Henry’s first display of inventiveness was to make casts of natural objects such as flowers in white metal which he electroplated with copper. The book describes how at the age of 20 he invented an embossing process to prevent the fraudulent use of stamps on official documents, which was adopted by the government Stamp Office, who refused to pay for the invention which had not been patented. After that, Bessemer patented 117 inventions – with the exception of his greatest money spinner – the production of ‘gold’ paint from ground brass foil. Other inventions described are for the pressing of sugar cane, a process to cast sheet glass between rollers and the development of a more accurate projectile fired from cannon. It was this latter which led to his research into producing steel, more suitable for manufacturing cannon than the cast iron then used.

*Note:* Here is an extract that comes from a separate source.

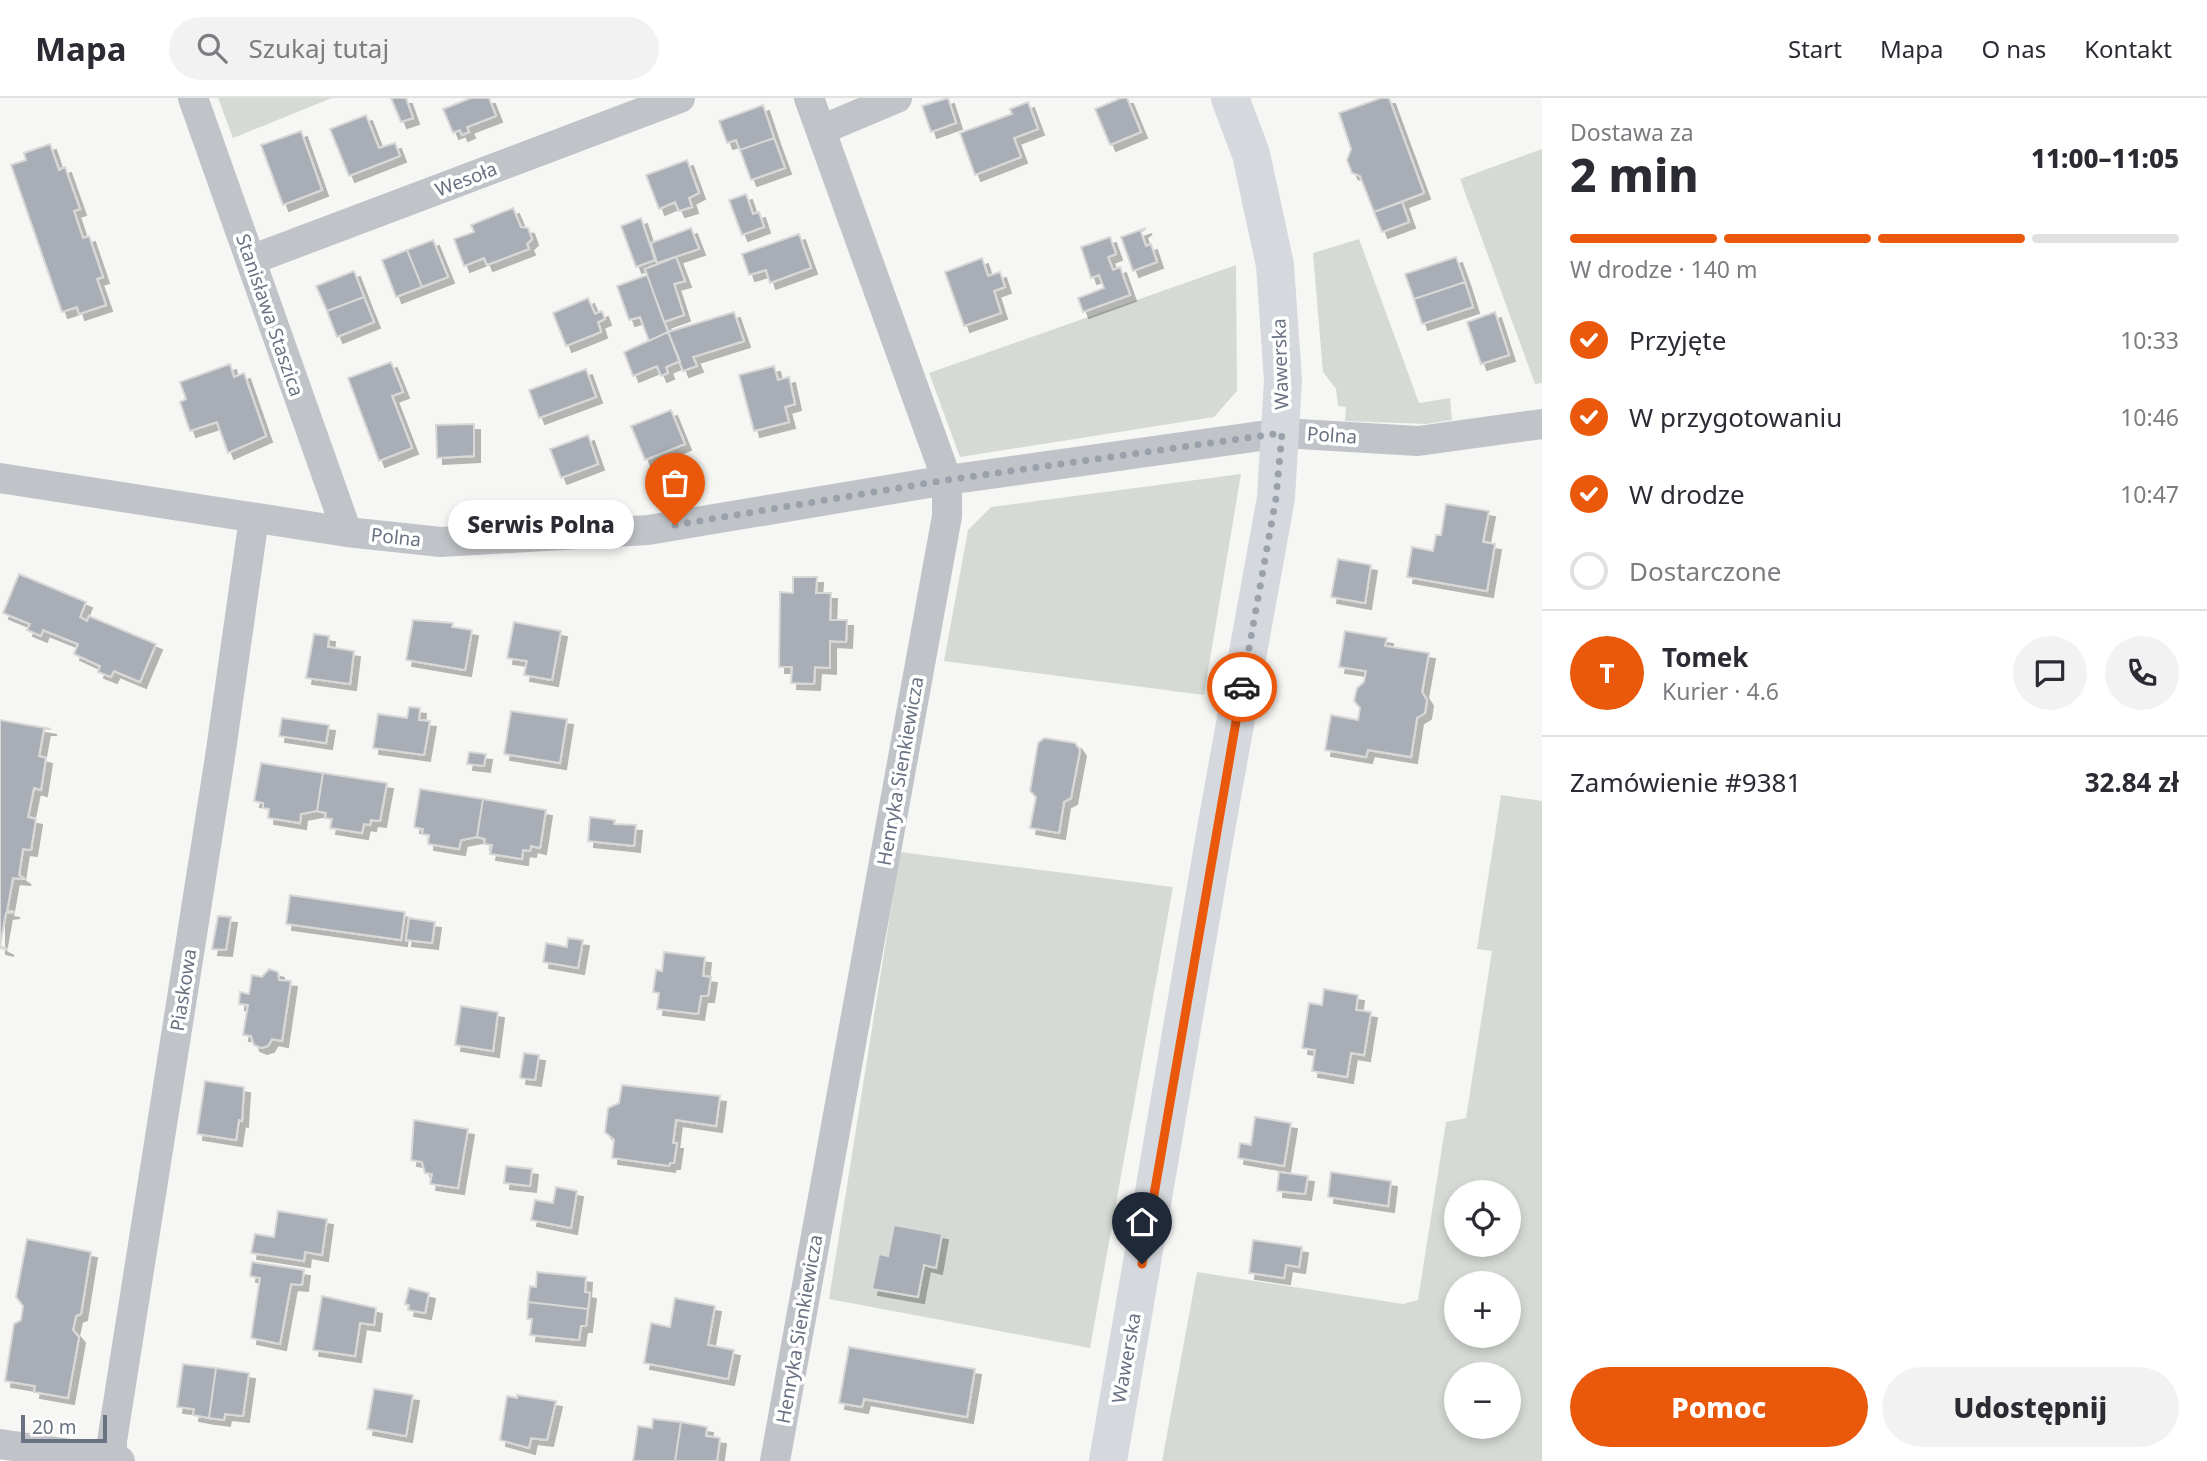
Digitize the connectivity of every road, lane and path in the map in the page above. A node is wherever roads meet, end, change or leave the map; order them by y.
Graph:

Of his 117 patents, 65 relate to iron and steel production.This is reflected in the fact that eight pages of the book are devoted to his development of pneumatic steelmaking and the problems associated with that.
Nine pages of the book are devoted to his estate in London, in Denmark Hill, where he moved to in 1863 from Baxter House – his previous London location and where he had his workshop. He eventually extended the Denmark Hill estate to 40 acres (16 hectares) and improved the existing house, renaming it ‘Bessemer House’, adding a pavilion and observatory, a model farm and landscaping the grounds. Sadly, none of these improvements survive, having been demolished in 1947 to make way for housing, the only evidence now remaining being a single oak tree in the grounds of Bessemer Grange Primary School.
The only criticism of the book is in the final paragraph which states that only one works in England was still operating a Bessemer converter in 1920, and that the process finished on the Continent in the 1950s. In fact, in England, the last Bessemer blow took place in July 1974 at Workington, Cumbria, and on the Continent, the basic (Thomas) Bessemer survived in west Germany until 1977 and to 1981 in East Germany as well as in South Africa, Brazil, Argentina and India.
‘The Story of Henry Bessemer’ by Patricia M Jenkyns 2nd Ed 2013 Published by The Herne Hill Society ISBN 978 1 873520 95 6
Price £5-00 plus post & packaging £1-50 (UK), £3-50 (Europe); £4-50 (RoW)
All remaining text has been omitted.